For the natural gas network under the scenarios of multiple green hydrogen types and multiple hydrogen blending nodes, this paper carried out the modeling and simulation research on the dynamic distribution of hydrogen concentration in the natural gas network after hydrogen blending.

A seven-node natural gas network was selected to validate the effectiveness of the proposed method, on which a simulation study of the dynamic distribution of hydrogen concentration in the pipelines under different hydrogen injection scenarios was carried out. The simulation results reveal the potential of natural gas pipelines in consuming different types of green hydrogen. In particular:

Quantitative findings:

• under the solar-power-dominated hydrogen production-blending scenario, the overall hydrogen production is low while the hydrogen concentration exceeds the permitted limit for nearly 50% of the time in a day;
• the hydrogen concentration in each pipeline of the natural gas network does not exceed the limit in the wind-power-dominated scenario;
• in the solar–wind power balance scenario, the overrun time of the hydrogen concentration in Pipe 5 and Pipe 6 decreases to 91.24% and 91.99% of the solar-power-dominated scenario.

Qualitative conclusions:

• hydrogen production by hydropower and wind power are relatively stable hydrogen production modes compared with that by solar power;
• the instinctive complementary characteristics of solar and wind power as well as the local electrical load curve deserve attention to smooth the hydrogen concentration distribution in natural gas pipelines.

It should be pointed out that, due to the limitation of insufficient experimental conditions, this paper only starts from numerical simulation and draws some reference conclusions.
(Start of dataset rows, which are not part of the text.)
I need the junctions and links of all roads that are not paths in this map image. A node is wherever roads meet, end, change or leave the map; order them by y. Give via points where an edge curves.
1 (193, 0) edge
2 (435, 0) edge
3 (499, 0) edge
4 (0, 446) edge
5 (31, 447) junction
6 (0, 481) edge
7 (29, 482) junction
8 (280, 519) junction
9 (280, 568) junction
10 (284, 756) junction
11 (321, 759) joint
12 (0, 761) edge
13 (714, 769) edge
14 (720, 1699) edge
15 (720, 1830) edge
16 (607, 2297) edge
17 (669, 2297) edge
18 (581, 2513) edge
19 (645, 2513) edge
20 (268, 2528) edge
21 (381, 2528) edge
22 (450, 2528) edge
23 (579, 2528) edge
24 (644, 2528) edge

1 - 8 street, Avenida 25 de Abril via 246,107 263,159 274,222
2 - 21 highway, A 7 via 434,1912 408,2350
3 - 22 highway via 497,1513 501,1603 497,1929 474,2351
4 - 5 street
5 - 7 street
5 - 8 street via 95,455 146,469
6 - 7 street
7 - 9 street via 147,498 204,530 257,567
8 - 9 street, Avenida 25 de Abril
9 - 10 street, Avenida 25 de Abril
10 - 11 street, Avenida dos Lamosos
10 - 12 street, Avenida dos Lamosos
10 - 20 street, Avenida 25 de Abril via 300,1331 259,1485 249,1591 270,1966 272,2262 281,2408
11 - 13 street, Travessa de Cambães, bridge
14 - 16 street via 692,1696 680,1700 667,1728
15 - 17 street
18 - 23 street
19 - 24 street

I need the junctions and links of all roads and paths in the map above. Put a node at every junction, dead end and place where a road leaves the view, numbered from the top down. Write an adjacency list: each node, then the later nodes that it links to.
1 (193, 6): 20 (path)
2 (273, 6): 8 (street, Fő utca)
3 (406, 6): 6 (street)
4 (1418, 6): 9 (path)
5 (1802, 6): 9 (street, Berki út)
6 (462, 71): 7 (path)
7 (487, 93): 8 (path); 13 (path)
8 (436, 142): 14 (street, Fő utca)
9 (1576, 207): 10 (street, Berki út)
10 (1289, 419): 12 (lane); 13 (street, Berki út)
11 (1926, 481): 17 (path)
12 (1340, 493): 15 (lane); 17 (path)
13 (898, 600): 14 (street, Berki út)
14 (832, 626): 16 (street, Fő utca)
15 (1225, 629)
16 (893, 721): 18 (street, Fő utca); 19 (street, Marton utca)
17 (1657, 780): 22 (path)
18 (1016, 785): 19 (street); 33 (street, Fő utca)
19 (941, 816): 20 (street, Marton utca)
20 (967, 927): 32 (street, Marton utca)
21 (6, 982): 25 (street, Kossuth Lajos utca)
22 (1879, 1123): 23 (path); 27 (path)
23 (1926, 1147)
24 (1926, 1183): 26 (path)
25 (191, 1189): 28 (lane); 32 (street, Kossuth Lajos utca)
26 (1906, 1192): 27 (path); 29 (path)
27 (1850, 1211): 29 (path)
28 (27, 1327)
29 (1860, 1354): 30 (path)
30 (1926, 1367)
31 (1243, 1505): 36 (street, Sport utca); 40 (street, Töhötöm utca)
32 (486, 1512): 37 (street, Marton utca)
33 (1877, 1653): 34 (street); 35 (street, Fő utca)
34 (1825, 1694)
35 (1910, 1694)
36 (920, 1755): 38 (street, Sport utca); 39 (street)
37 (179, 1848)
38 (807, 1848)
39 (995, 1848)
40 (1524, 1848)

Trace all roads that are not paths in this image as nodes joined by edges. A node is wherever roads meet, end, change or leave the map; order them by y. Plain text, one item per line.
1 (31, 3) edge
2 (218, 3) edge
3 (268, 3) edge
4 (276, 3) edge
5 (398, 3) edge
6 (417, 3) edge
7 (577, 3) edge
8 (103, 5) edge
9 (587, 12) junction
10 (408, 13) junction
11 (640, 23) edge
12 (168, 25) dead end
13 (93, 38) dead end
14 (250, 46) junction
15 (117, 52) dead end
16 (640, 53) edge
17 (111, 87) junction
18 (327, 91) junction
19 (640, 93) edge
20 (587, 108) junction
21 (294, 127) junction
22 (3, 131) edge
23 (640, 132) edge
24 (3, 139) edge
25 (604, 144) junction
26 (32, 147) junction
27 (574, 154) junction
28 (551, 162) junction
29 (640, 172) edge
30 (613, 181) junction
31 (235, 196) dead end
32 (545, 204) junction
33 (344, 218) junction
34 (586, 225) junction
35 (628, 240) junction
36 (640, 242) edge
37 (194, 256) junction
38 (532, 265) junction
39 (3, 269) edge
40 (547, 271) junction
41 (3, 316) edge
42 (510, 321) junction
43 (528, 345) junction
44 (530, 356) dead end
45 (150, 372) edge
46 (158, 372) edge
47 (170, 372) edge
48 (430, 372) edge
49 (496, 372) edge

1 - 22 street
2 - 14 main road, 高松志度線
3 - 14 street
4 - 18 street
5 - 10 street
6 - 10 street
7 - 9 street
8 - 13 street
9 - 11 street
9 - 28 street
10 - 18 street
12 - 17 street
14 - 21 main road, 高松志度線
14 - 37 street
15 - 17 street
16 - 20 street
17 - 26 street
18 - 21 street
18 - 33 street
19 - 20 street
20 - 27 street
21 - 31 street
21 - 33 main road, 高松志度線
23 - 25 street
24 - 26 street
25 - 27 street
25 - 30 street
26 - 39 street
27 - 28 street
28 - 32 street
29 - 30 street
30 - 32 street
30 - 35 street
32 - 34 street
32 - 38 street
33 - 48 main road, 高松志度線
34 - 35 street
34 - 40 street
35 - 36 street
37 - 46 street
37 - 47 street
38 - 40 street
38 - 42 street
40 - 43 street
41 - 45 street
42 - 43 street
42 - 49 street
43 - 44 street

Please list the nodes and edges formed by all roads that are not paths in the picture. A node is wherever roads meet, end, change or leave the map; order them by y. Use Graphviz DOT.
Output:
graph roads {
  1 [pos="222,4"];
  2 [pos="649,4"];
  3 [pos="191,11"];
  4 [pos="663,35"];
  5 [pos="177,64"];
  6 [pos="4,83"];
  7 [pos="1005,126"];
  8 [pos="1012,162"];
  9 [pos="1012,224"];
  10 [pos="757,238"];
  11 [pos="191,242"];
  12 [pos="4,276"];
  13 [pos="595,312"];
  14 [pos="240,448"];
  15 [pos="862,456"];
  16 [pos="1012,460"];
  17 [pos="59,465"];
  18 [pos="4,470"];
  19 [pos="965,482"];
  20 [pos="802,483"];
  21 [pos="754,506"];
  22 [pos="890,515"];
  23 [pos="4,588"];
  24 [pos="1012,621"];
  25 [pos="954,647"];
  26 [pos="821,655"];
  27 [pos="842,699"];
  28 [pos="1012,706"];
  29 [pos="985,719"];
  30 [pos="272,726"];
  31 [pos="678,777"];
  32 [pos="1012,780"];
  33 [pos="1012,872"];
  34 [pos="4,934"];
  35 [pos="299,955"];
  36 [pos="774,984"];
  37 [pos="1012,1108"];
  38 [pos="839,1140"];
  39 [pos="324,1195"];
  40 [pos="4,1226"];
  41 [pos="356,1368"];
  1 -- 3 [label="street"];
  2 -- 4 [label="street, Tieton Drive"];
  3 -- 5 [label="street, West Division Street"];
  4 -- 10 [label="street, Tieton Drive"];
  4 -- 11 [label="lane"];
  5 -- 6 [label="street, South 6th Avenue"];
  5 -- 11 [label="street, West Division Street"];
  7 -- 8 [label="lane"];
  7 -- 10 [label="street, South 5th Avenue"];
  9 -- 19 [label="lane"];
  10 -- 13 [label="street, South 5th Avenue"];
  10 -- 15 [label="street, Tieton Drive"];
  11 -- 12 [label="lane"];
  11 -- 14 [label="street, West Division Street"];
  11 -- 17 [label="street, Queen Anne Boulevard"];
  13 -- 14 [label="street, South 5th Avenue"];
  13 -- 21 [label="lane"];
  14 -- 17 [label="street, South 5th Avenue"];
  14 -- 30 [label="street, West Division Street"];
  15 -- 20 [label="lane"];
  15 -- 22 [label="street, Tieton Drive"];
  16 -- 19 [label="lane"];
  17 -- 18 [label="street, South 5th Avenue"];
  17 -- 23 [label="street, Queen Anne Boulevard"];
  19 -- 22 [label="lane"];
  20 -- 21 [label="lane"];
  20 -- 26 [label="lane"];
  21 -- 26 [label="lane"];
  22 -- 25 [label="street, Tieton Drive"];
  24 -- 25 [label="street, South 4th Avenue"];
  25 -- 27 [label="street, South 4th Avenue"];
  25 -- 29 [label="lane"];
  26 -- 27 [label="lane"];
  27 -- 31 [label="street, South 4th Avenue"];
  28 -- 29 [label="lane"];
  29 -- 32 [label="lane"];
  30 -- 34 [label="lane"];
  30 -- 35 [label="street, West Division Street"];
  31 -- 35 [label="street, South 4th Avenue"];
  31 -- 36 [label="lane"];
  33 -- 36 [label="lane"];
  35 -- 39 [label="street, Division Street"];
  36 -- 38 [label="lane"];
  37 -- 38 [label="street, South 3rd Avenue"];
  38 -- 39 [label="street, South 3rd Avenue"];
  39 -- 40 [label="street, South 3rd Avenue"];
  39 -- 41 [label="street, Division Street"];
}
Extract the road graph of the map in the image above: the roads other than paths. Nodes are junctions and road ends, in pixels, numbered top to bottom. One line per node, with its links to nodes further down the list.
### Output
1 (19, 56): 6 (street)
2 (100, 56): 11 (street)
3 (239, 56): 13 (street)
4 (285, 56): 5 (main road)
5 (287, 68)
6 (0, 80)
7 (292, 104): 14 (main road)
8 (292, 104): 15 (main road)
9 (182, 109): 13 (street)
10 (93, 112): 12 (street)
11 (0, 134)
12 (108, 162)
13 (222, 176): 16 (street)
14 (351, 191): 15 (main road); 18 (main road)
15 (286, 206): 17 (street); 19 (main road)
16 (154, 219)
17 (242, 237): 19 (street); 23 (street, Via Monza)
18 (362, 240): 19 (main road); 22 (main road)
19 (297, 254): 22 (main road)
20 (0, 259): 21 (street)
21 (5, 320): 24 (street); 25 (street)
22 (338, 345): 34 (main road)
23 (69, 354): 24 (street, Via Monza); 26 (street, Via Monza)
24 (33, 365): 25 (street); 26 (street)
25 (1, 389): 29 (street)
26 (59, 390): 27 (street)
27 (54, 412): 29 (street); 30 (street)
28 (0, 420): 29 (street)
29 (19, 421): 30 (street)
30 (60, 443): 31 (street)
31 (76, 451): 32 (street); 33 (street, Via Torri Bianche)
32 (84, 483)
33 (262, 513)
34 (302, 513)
Experiments in the real environment can further verify the numerical simulation results in this paper. Furthermore, the role of energy storage facilities in mitigating the intrinsic intermittence and fluctuation of renewable energy and maintaining the stable distribution of hydrogen concentration in pipelines is worth exploring. Therefore, the joint modeling and simulation research of hydrogen storage technologies (such as UHS) and HCNG network will be our next research topic.